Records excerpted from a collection
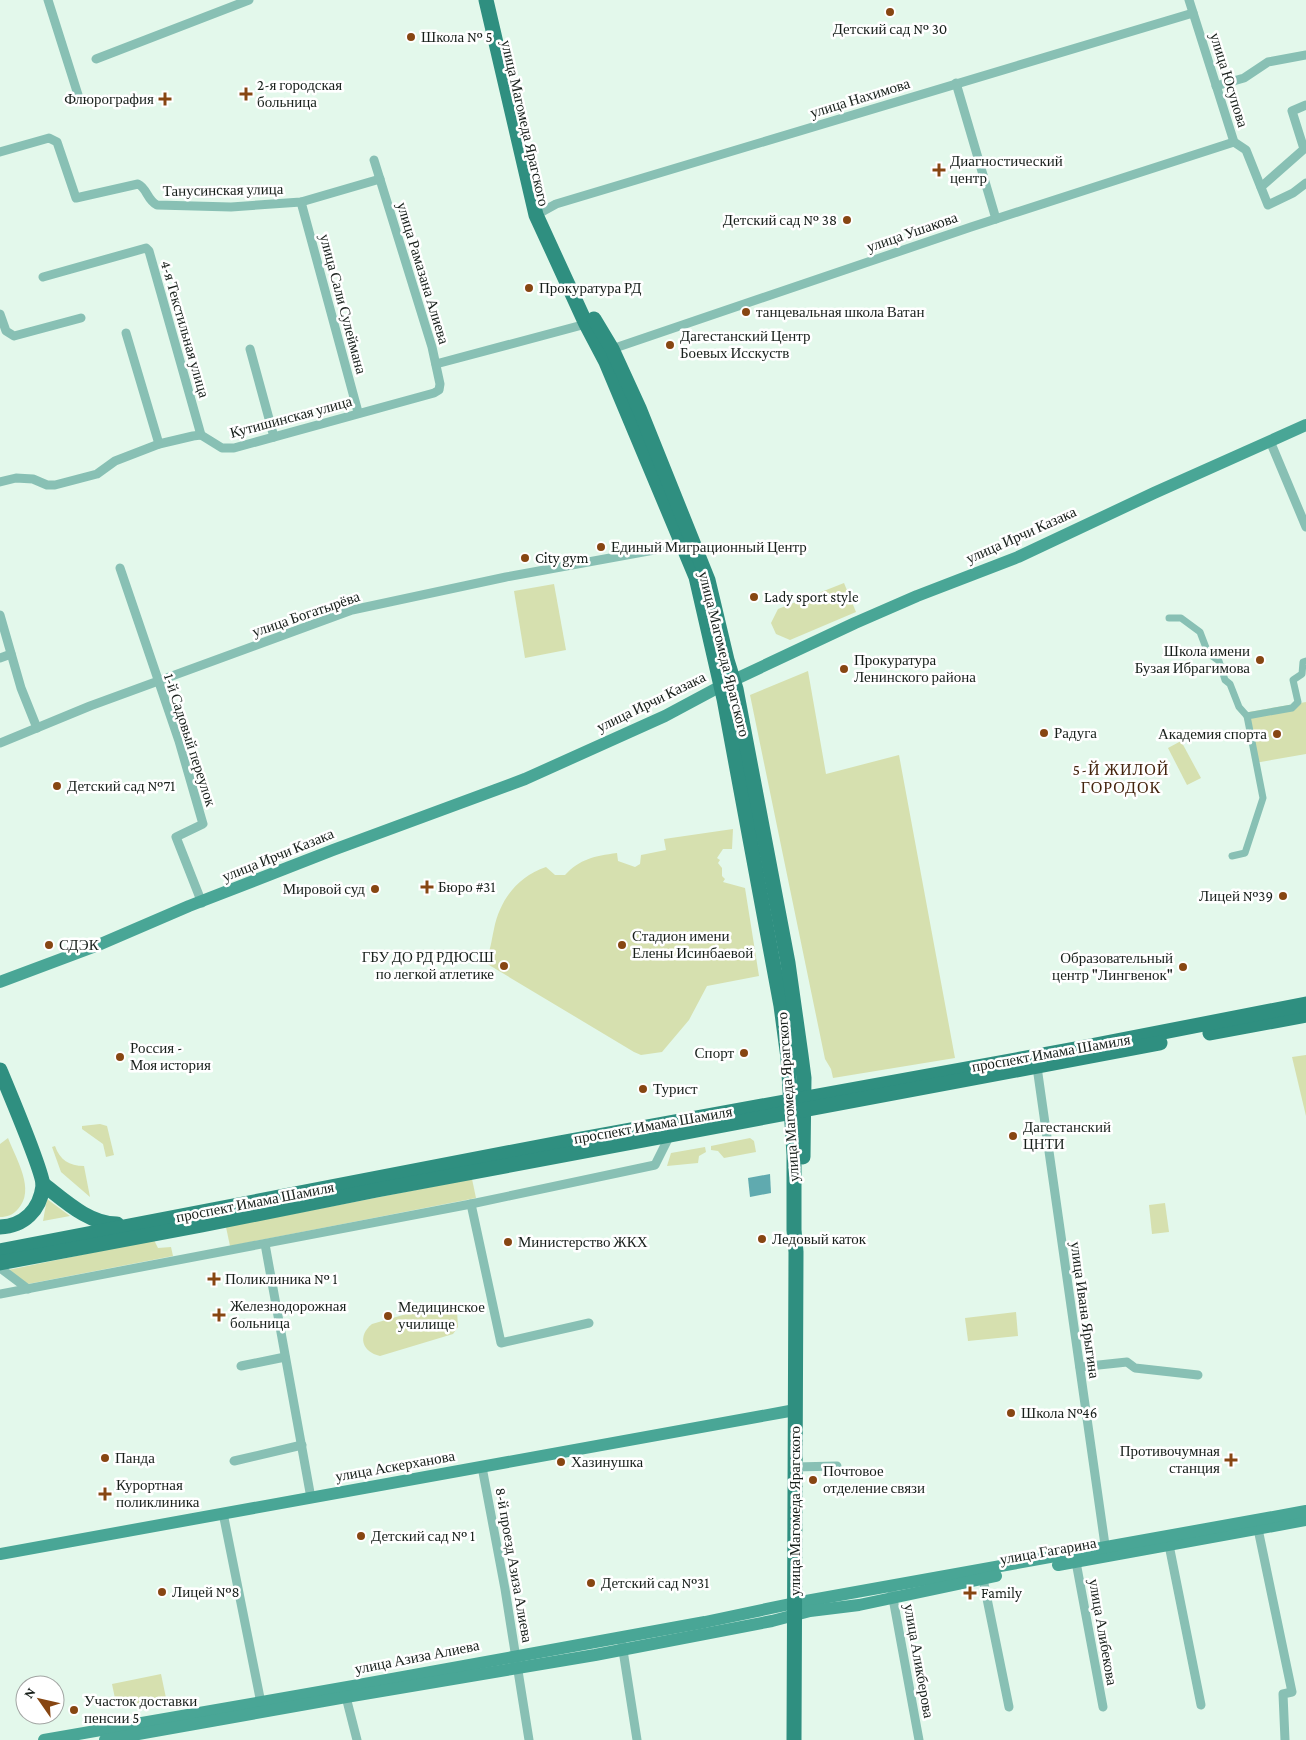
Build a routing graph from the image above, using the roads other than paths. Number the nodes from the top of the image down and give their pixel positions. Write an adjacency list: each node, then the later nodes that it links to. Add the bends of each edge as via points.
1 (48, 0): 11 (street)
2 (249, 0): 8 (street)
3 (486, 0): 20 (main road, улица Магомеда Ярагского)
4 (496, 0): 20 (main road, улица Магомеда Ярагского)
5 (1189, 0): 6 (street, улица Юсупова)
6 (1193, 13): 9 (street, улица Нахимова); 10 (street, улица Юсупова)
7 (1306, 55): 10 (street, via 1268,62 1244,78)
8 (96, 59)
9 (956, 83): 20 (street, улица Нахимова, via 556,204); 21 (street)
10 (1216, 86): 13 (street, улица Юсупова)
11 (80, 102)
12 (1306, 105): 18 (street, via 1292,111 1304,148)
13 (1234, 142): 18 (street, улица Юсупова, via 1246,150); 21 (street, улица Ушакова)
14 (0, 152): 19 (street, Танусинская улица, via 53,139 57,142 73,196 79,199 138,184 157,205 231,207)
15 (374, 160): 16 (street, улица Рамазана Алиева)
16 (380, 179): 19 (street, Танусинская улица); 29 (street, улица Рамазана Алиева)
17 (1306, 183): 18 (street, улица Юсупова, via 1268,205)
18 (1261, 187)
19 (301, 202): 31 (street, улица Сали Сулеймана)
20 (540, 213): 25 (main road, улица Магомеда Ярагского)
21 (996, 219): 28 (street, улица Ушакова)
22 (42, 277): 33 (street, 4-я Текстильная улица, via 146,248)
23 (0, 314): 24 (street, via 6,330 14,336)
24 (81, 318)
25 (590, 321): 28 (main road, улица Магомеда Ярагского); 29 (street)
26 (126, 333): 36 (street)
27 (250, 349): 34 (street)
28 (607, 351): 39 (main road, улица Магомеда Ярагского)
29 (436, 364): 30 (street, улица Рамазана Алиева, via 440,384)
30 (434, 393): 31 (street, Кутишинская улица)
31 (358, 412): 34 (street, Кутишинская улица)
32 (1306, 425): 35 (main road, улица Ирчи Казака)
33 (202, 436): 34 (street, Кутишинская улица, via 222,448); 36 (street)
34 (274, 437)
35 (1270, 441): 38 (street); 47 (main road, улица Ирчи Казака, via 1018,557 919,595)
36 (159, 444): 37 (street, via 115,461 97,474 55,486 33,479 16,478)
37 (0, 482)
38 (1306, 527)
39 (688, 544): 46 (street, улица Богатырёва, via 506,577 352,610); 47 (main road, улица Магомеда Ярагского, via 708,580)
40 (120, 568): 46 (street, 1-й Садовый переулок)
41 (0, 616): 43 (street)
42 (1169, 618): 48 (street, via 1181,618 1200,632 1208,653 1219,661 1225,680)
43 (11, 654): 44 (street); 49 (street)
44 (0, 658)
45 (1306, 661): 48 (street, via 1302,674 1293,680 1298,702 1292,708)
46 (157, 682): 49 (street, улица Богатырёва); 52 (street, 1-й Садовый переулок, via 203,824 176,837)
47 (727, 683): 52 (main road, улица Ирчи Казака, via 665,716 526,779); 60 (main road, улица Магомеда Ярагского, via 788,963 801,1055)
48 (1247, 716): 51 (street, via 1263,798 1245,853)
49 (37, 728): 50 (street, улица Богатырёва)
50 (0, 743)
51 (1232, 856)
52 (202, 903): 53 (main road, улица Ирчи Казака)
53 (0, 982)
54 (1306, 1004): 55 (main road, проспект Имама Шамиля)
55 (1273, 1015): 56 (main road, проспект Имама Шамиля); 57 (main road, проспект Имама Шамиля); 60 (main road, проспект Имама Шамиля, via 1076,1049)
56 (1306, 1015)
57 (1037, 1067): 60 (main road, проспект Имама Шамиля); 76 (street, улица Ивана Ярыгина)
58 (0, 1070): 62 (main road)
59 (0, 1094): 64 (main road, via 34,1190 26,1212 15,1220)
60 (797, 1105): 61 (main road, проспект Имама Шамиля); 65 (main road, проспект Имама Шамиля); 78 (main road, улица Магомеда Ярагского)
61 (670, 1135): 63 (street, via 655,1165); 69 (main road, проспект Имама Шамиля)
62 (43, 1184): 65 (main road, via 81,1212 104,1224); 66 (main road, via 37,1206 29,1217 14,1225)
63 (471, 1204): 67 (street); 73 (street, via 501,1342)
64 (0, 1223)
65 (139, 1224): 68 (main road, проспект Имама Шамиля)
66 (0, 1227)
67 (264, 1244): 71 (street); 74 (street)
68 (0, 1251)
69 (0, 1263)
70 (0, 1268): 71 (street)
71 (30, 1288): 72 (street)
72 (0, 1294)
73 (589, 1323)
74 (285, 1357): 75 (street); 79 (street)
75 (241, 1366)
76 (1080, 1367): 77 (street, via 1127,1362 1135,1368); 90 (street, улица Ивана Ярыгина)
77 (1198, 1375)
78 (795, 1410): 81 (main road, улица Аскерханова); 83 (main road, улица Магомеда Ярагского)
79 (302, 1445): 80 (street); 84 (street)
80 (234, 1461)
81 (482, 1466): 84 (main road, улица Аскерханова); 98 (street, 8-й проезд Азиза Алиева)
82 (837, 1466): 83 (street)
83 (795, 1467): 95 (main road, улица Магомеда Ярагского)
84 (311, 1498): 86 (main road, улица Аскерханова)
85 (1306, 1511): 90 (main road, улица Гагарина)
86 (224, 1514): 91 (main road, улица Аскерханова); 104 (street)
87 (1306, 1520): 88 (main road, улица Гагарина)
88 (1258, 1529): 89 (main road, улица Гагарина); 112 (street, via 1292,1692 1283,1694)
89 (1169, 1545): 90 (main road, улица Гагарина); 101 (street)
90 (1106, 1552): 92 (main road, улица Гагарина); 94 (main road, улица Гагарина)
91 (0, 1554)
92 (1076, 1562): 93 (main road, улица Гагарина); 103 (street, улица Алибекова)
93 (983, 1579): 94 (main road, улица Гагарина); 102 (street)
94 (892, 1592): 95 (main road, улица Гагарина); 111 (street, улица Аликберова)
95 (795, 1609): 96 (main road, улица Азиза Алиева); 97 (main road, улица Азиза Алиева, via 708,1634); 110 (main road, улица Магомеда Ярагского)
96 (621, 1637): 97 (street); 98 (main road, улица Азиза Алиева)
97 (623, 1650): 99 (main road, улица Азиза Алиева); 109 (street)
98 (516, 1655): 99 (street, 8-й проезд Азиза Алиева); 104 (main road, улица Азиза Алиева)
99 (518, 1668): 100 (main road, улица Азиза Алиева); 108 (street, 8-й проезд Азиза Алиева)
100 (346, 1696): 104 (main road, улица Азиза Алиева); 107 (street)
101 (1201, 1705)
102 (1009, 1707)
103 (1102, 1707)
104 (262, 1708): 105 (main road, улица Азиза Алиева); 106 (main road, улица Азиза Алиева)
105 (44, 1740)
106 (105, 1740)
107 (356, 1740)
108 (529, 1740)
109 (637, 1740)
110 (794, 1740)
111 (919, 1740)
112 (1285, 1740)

* [TASK DESCRIPTION]
Please restate the entries word for word, with all pictures left out.

* [RESPONSE BOX]
Build a routing graph from the image above, using the roads other than paths. Number the nodes from the top of the image down and give their pixel positions. Write an adjacency list: each node, then the later nodes that it links to. Add the bends of each edge as via points.
1 (48, 0): 11 (street)
2 (249, 0): 8 (street)
3 (486, 0): 20 (main road, улица Магомеда Ярагского)
4 (496, 0): 20 (main road, улица Магомеда Ярагского)
5 (1189, 0): 6 (street, улица Юсупова)
6 (1193, 13): 9 (street, улица Нахимова); 10 (street, улица Юсупова)
7 (1306, 55): 10 (street, via 1268,62 1244,78)
8 (96, 59)
9 (956, 83): 20 (street, улица Нахимова, via 556,204); 21 (street)
10 (1216, 86): 13 (street, улица Юсупова)
11 (80, 102)
12 (1306, 105): 18 (street, via 1292,111 1304,148)
13 (1234, 142): 18 (street, улица Юсупова, via 1246,150); 21 (street, улица Ушакова)
14 (0, 152): 19 (street, Танусинская улица, via 53,139 57,142 73,196 79,199 138,184 157,205 231,207)
15 (374, 160): 16 (street, улица Рамазана Алиева)
16 (380, 179): 19 (street, Танусинская улица); 29 (street, улица Рамазана Алиева)
17 (1306, 183): 18 (street, улица Юсупова, via 1268,205)
18 (1261, 187)
19 (301, 202): 31 (street, улица Сали Сулеймана)
20 (540, 213): 25 (main road, улица Магомеда Ярагского)
21 (996, 219): 28 (street, улица Ушакова)
22 (42, 277): 33 (street, 4-я Текстильная улица, via 146,248)
23 (0, 314): 24 (street, via 6,330 14,336)
24 (81, 318)
25 (590, 321): 28 (main road, улица Магомеда Ярагского); 29 (street)
26 (126, 333): 36 (street)
27 (250, 349): 34 (street)
28 (607, 351): 39 (main road, улица Магомеда Ярагского)
29 (436, 364): 30 (street, улица Рамазана Алиева, via 440,384)
30 (434, 393): 31 (street, Кутишинская улица)
31 (358, 412): 34 (street, Кутишинская улица)
32 (1306, 425): 35 (main road, улица Ирчи Казака)
33 (202, 436): 34 (street, Кутишинская улица, via 222,448); 36 (street)
34 (274, 437)
35 (1270, 441): 38 (street); 47 (main road, улица Ирчи Казака, via 1018,557 919,595)
36 (159, 444): 37 (street, via 115,461 97,474 55,486 33,479 16,478)
37 (0, 482)
38 (1306, 527)
39 (688, 544): 46 (street, улица Богатырёва, via 506,577 352,610); 47 (main road, улица Магомеда Ярагского, via 708,580)
40 (120, 568): 46 (street, 1-й Садовый переулок)
41 (0, 616): 43 (street)
42 (1169, 618): 48 (street, via 1181,618 1200,632 1208,653 1219,661 1225,680)
43 (11, 654): 44 (street); 49 (street)
44 (0, 658)
45 (1306, 661): 48 (street, via 1302,674 1293,680 1298,702 1292,708)
46 (157, 682): 49 (street, улица Богатырёва); 52 (street, 1-й Садовый переулок, via 203,824 176,837)
47 (727, 683): 52 (main road, улица Ирчи Казака, via 665,716 526,779); 60 (main road, улица Магомеда Ярагского, via 788,963 801,1055)
48 (1247, 716): 51 (street, via 1263,798 1245,853)
49 (37, 728): 50 (street, улица Богатырёва)
50 (0, 743)
51 (1232, 856)
52 (202, 903): 53 (main road, улица Ирчи Казака)
53 (0, 982)
54 (1306, 1004): 55 (main road, проспект Имама Шамиля)
55 (1273, 1015): 56 (main road, проспект Имама Шамиля); 57 (main road, проспект Имама Шамиля); 60 (main road, проспект Имама Шамиля, via 1076,1049)
56 (1306, 1015)
57 (1037, 1067): 60 (main road, проспект Имама Шамиля); 76 (street, улица Ивана Ярыгина)
58 (0, 1070): 62 (main road)
59 (0, 1094): 64 (main road, via 34,1190 26,1212 15,1220)
60 (797, 1105): 61 (main road, проспект Имама Шамиля); 65 (main road, проспект Имама Шамиля); 78 (main road, улица Магомеда Ярагского)
61 (670, 1135): 63 (street, via 655,1165); 69 (main road, проспект Имама Шамиля)
62 (43, 1184): 65 (main road, via 81,1212 104,1224); 66 (main road, via 37,1206 29,1217 14,1225)
63 (471, 1204): 67 (street); 73 (street, via 501,1342)
64 (0, 1223)
65 (139, 1224): 68 (main road, проспект Имама Шамиля)
66 (0, 1227)
67 (264, 1244): 71 (street); 74 (street)
68 (0, 1251)
69 (0, 1263)
70 (0, 1268): 71 (street)
71 (30, 1288): 72 (street)
72 (0, 1294)
73 (589, 1323)
74 (285, 1357): 75 (street); 79 (street)
75 (241, 1366)
76 (1080, 1367): 77 (street, via 1127,1362 1135,1368); 90 (street, улица Ивана Ярыгина)
77 (1198, 1375)
78 (795, 1410): 81 (main road, улица Аскерханова); 83 (main road, улица Магомеда Ярагского)
79 (302, 1445): 80 (street); 84 (street)
80 (234, 1461)
81 (482, 1466): 84 (main road, улица Аскерханова); 98 (street, 8-й проезд Азиза Алиева)
82 (837, 1466): 83 (street)
83 (795, 1467): 95 (main road, улица Магомеда Ярагского)
84 (311, 1498): 86 (main road, улица Аскерханова)
85 (1306, 1511): 90 (main road, улица Гагарина)
86 (224, 1514): 91 (main road, улица Аскерханова); 104 (street)
87 (1306, 1520): 88 (main road, улица Гагарина)
88 (1258, 1529): 89 (main road, улица Гагарина); 112 (street, via 1292,1692 1283,1694)
89 (1169, 1545): 90 (main road, улица Гагарина); 101 (street)
90 (1106, 1552): 92 (main road, улица Гагарина); 94 (main road, улица Гагарина)
91 (0, 1554)
92 (1076, 1562): 93 (main road, улица Гагарина); 103 (street, улица Алибекова)
93 (983, 1579): 94 (main road, улица Гагарина); 102 (street)
94 (892, 1592): 95 (main road, улица Гагарина); 111 (street, улица Аликберова)
95 (795, 1609): 96 (main road, улица Азиза Алиева); 97 (main road, улица Азиза Алиева, via 708,1634); 110 (main road, улица Магомеда Ярагского)
96 (621, 1637): 97 (street); 98 (main road, улица Азиза Алиева)
97 (623, 1650): 99 (main road, улица Азиза Алиева); 109 (street)
98 (516, 1655): 99 (street, 8-й проезд Азиза Алиева); 104 (main road, улица Азиза Алиева)
99 (518, 1668): 100 (main road, улица Азиза Алиева); 108 (street, 8-й проезд Азиза Алиева)
100 (346, 1696): 104 (main road, улица Азиза Алиева); 107 (street)
101 (1201, 1705)
102 (1009, 1707)
103 (1102, 1707)
104 (262, 1708): 105 (main road, улица Азиза Алиева); 106 (main road, улица Азиза Алиева)
105 (44, 1740)
106 (105, 1740)
107 (356, 1740)
108 (529, 1740)
109 (637, 1740)
110 (794, 1740)
111 (919, 1740)
112 (1285, 1740)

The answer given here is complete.